Apple certainly changed the music industry with the iPod and with the iTunes Music Store, which made it possible for customers to buy individual songs for very low prices. Interestingly, a 2003 email from none other than Bill Gates shows that other industry executives were quite surprised by Apple entering the music market.
As shared by the Twitter account @TechEmails, which publishes emails sent by executives at major technology companies, Microsoft co-founder Bill Gates wrote an email to other Microsoft employees about how he was surprised by Steve Jobs’ abilities regarding the iTunes Store.
In the email, which was sent on April 30, 2003, Gates highlights how Jobs had the power to “get people who get user interface right” to sell products and services as “amazing things.” The former Microsoft CEO suggests that the company was in talks to have its own online music service, but Apple came out ahead with the iTunes Store.
Gates was also curious about how Steve Jobs managed to convince record labels to join the iTunes Store since the idea of selling songs online instead of physical CDs at that time seemed quite controversial.
Steve Jobs ability to focus in on a few things that count, get people who get user interface right and market things as revolutionary are amazing things. This time somehow he has applied his talents in getting a better licensing deal than anyone else has gotten for music. This is very strange to me. The music companies own operations offer a service that is truly unfriendly to the user and has been reviewed that way consistently.

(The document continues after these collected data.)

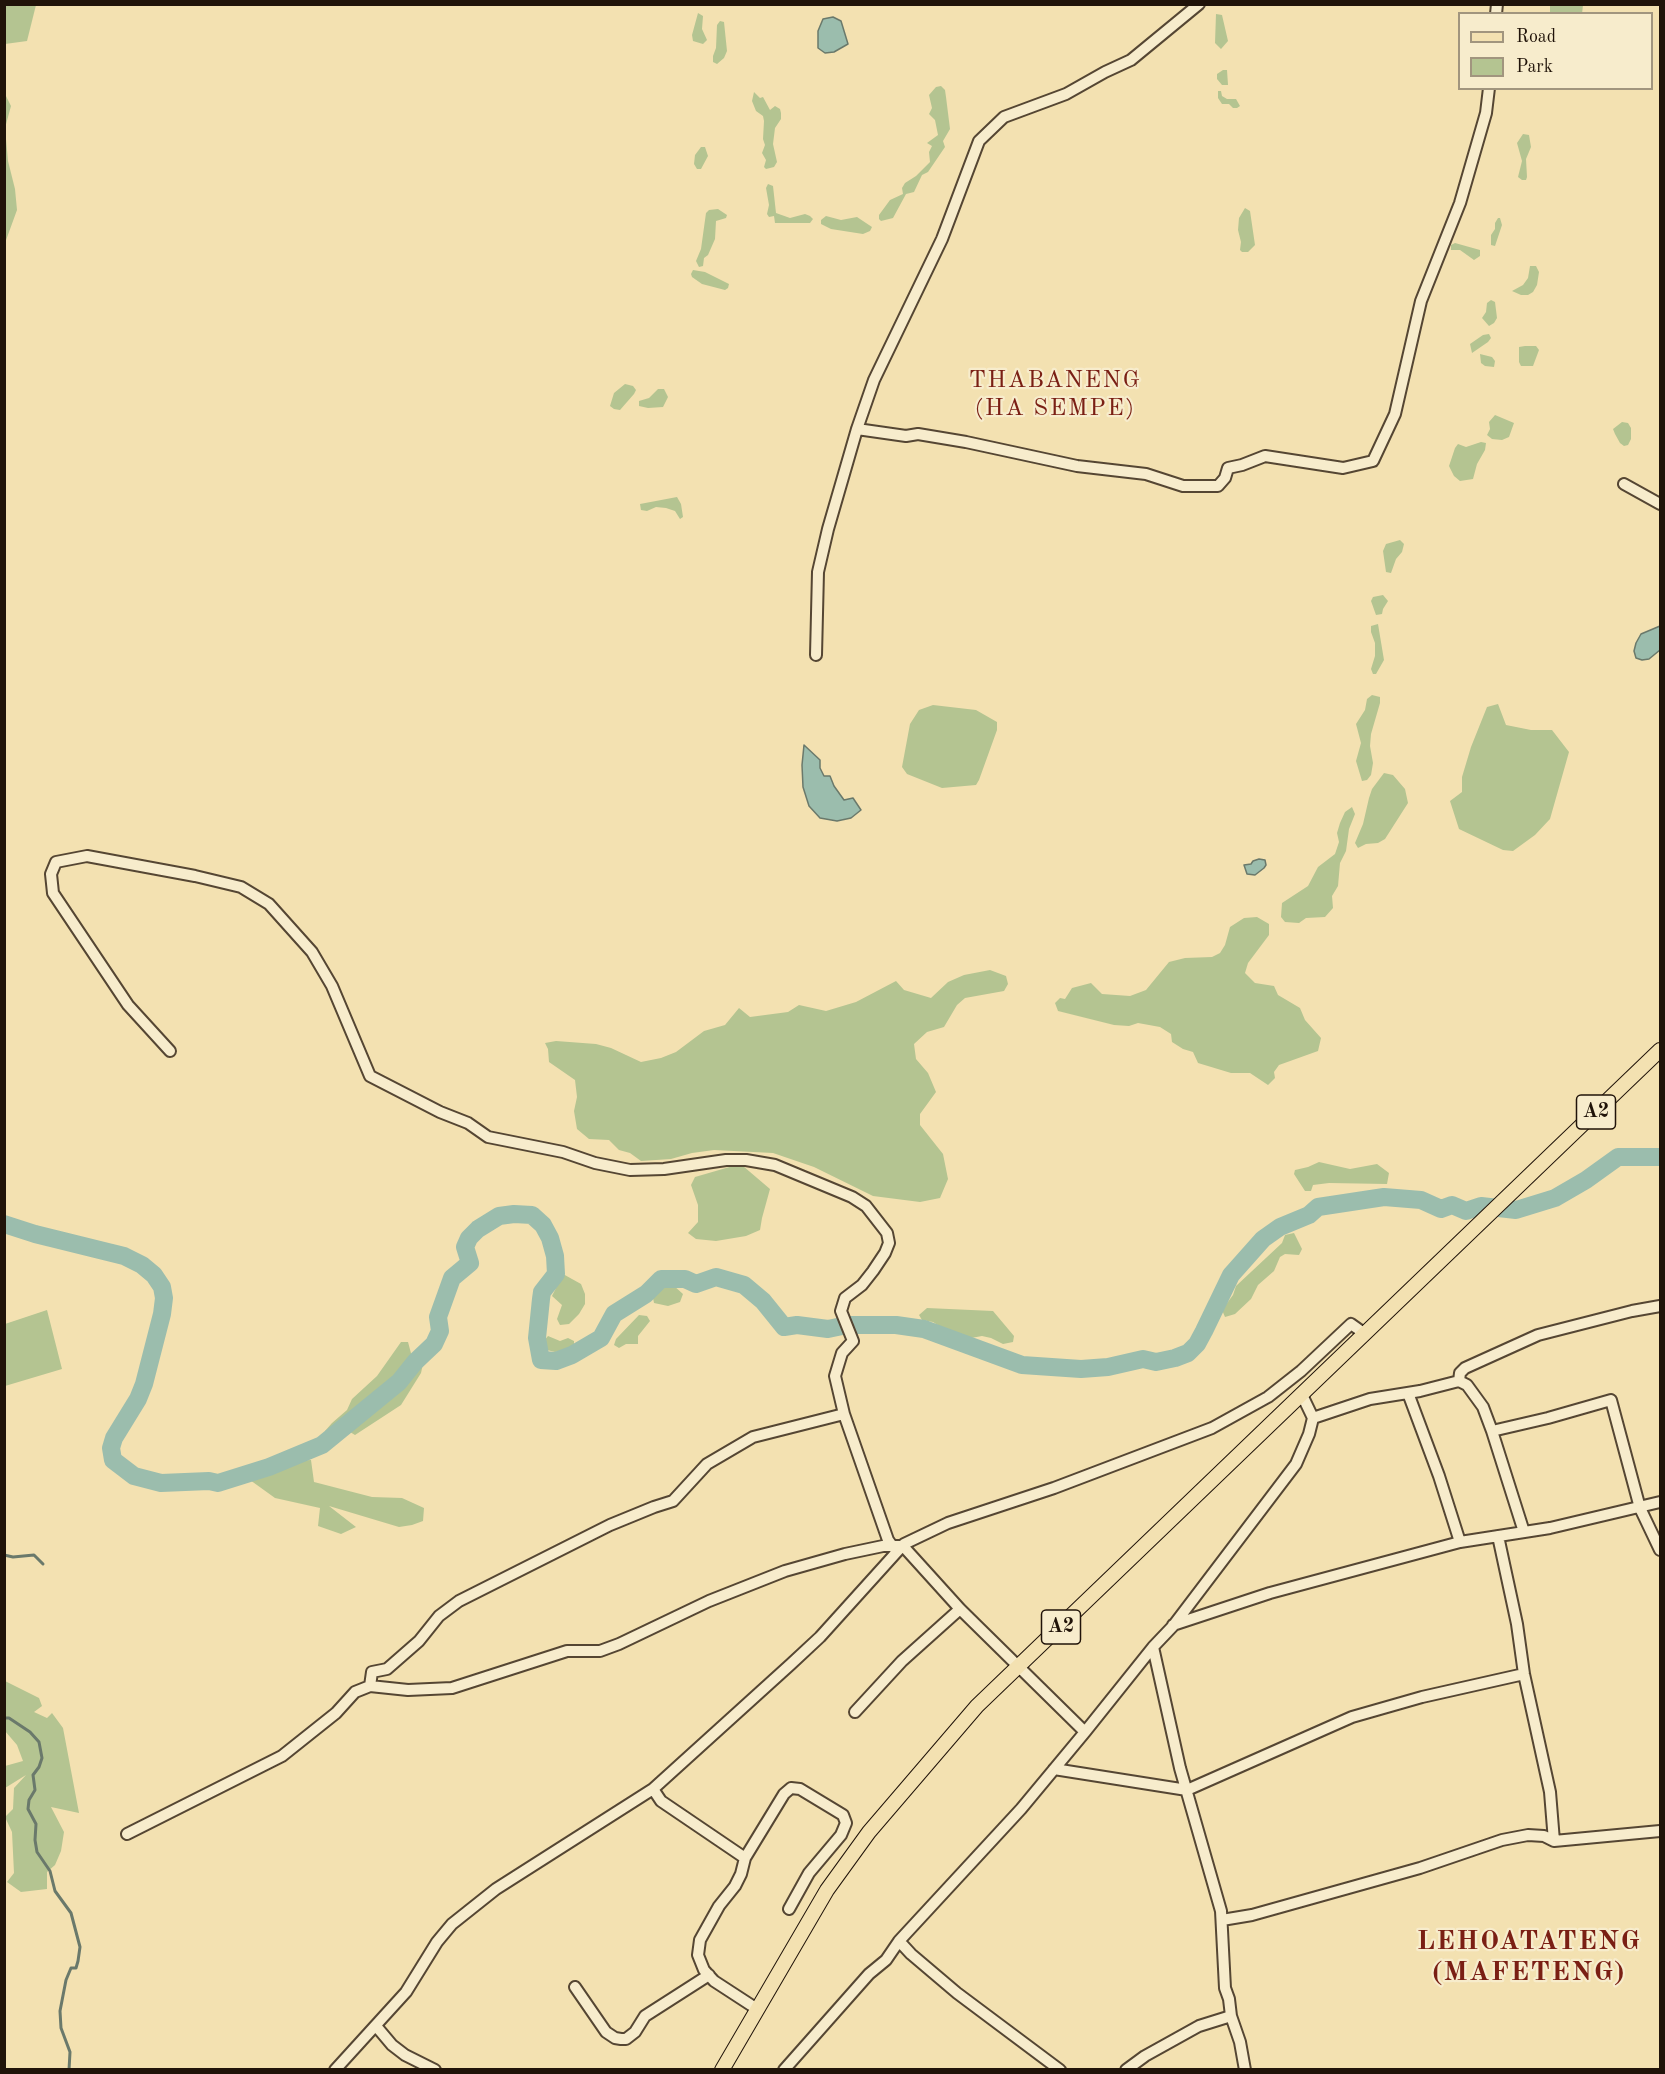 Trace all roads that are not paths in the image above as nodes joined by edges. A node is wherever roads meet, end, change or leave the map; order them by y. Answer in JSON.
{"nodes":[{"id":1,"x":1199,"y":4,"type":"edge"},
{"id":2,"x":1489,"y":90,"type":"edge"},
{"id":3,"x":857,"y":429,"type":"junction"},
{"id":4,"x":1624,"y":484,"type":"dead end"},
{"id":5,"x":1660,"y":504,"type":"edge"},
{"id":6,"x":816,"y":655,"type":"dead end"},
{"id":7,"x":1660,"y":1050,"type":"edge"},
{"id":8,"x":171,"y":1051,"type":"dead end"},
{"id":9,"x":1660,"y":1306,"type":"edge"},
{"id":10,"x":1365,"y":1334,"type":"junction"},
{"id":11,"x":1459,"y":1381,"type":"junction"},
{"id":12,"x":1408,"y":1393,"type":"junction"},
{"id":13,"x":1302,"y":1395,"type":"junction"},
{"id":14,"x":844,"y":1414,"type":"junction"},
{"id":15,"x":1312,"y":1418,"type":"junction"},
{"id":16,"x":1492,"y":1431,"type":"junction"},
{"id":17,"x":1660,"y":1502,"type":"edge"},
{"id":18,"x":1640,"y":1508,"type":"junction"},
{"id":19,"x":1524,"y":1532,"type":"junction"},
{"id":20,"x":1498,"y":1536,"type":"junction"},
{"id":21,"x":1460,"y":1542,"type":"junction"},
{"id":22,"x":898,"y":1546,"type":"junction"},
{"id":23,"x":1660,"y":1550,"type":"edge"},
{"id":24,"x":960,"y":1609,"type":"junction"},
{"id":25,"x":1173,"y":1626,"type":"junction"},
{"id":26,"x":1153,"y":1647,"type":"junction"},
{"id":27,"x":1020,"y":1667,"type":"junction"},
{"id":28,"x":1524,"y":1674,"type":"junction"},
{"id":29,"x":370,"y":1686,"type":"junction"},
{"id":30,"x":855,"y":1712,"type":"dead end"},
{"id":31,"x":1085,"y":1732,"type":"junction"},
{"id":32,"x":1054,"y":1769,"type":"junction"},
{"id":33,"x":653,"y":1789,"type":"junction"},
{"id":34,"x":1187,"y":1790,"type":"junction"},
{"id":35,"x":1660,"y":1832,"type":"edge"},
{"id":36,"x":128,"y":1834,"type":"dead end"},
{"id":37,"x":1554,"y":1841,"type":"junction"},
{"id":38,"x":745,"y":1858,"type":"junction"},
{"id":39,"x":789,"y":1909,"type":"dead end"},
{"id":40,"x":1222,"y":1920,"type":"junction"},
{"id":41,"x":899,"y":1941,"type":"junction"},
{"id":42,"x":709,"y":1975,"type":"junction"},
{"id":43,"x":575,"y":1987,"type":"dead end"},
{"id":44,"x":757,"y":2009,"type":"junction"},
{"id":45,"x":1231,"y":2016,"type":"junction"},
{"id":46,"x":376,"y":2026,"type":"junction"},
{"id":47,"x":789,"y":2068,"type":"edge"},
{"id":48,"x":335,"y":2070,"type":"edge"},
{"id":49,"x":435,"y":2070,"type":"edge"},
{"id":50,"x":722,"y":2070,"type":"edge"},
{"id":51,"x":1060,"y":2070,"type":"edge"},
{"id":52,"x":1126,"y":2070,"type":"edge"},
{"id":53,"x":1245,"y":2070,"type":"edge"}],
"edges":[{"from":1,"to":3,"type":"street"},
{"from":2,"to":3,"type":"street"},
{"from":3,"to":6,"type":"street"},
{"from":4,"to":5,"type":"street"},
{"from":7,"to":10,"type":"main road","number":"A2"},
{"from":8,"to":14,"type":"street"},
{"from":9,"to":11,"type":"street"},
{"from":10,"to":13,"type":"main road","number":"A2"},
{"from":10,"to":22,"type":"street"},
{"from":11,"to":12,"type":"street"},
{"from":11,"to":16,"type":"street"},
{"from":12,"to":15,"type":"street"},
{"from":12,"to":21,"type":"street"},
{"from":13,"to":15,"type":"street"},
{"from":13,"to":27,"type":"main road","number":"A2"},
{"from":14,"to":22,"type":"street"},
{"from":14,"to":29,"type":"street"},
{"from":15,"to":25,"type":"street"},
{"from":16,"to":18,"type":"street"},
{"from":16,"to":19,"type":"street"},
{"from":17,"to":18,"type":"street"},
{"from":18,"to":19,"type":"street"},
{"from":18,"to":23,"type":"street"},
{"from":19,"to":20,"type":"street"},
{"from":20,"to":21,"type":"street"},
{"from":20,"to":28,"type":"street"},
{"from":21,"to":25,"type":"street"},
{"from":22,"to":24,"type":"street"},
{"from":22,"to":29,"type":"street"},
{"from":22,"to":33,"type":"street"},
{"from":24,"to":27,"type":"street"},
{"from":24,"to":30,"type":"street"},
{"from":25,"to":26,"type":"street"},
{"from":26,"to":31,"type":"street"},
{"from":26,"to":34,"type":"street"},
{"from":27,"to":31,"type":"street"},
{"from":27,"to":44,"type":"main road","number":"A2"},
{"from":28,"to":34,"type":"street"},
{"from":28,"to":37,"type":"street"},
{"from":29,"to":36,"type":"street"},
{"from":31,"to":32,"type":"street"},
{"from":32,"to":34,"type":"street"},
{"from":32,"to":41,"type":"street"},
{"from":33,"to":38,"type":"street"},
{"from":33,"to":46,"type":"street"},
{"from":34,"to":40,"type":"street"},
{"from":35,"to":37,"type":"street"},
{"from":37,"to":40,"type":"street"},
{"from":38,"to":39,"type":"street"},
{"from":38,"to":42,"type":"street"},
{"from":40,"to":45,"type":"street"},
{"from":41,"to":47,"type":"street"},
{"from":41,"to":51,"type":"street"},
{"from":42,"to":43,"type":"street"},
{"from":42,"to":44,"type":"street"},
{"from":44,"to":50,"type":"main road","number":"A2"},
{"from":45,"to":52,"type":"street"},
{"from":45,"to":53,"type":"street"},
{"from":46,"to":48,"type":"street"},
{"from":46,"to":49,"type":"street"}]}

The email also reveals that Microsoft had considered the idea of offering a subscription streaming service, but it wasn’t sure if that was the best option because of deals to ensure that songs would remain available to users after a while. Gates tells his colleagues that the company needs to “move fast to get something where the Ul and Rights are as good” to catch up with the iTunes Store.
This particular email was first revealed during the Comes v. Microsoft class-action lawsuit in which the company was accused of monopolistic practices as it dominated the PC industry with the Windows operating system and other proprietary software.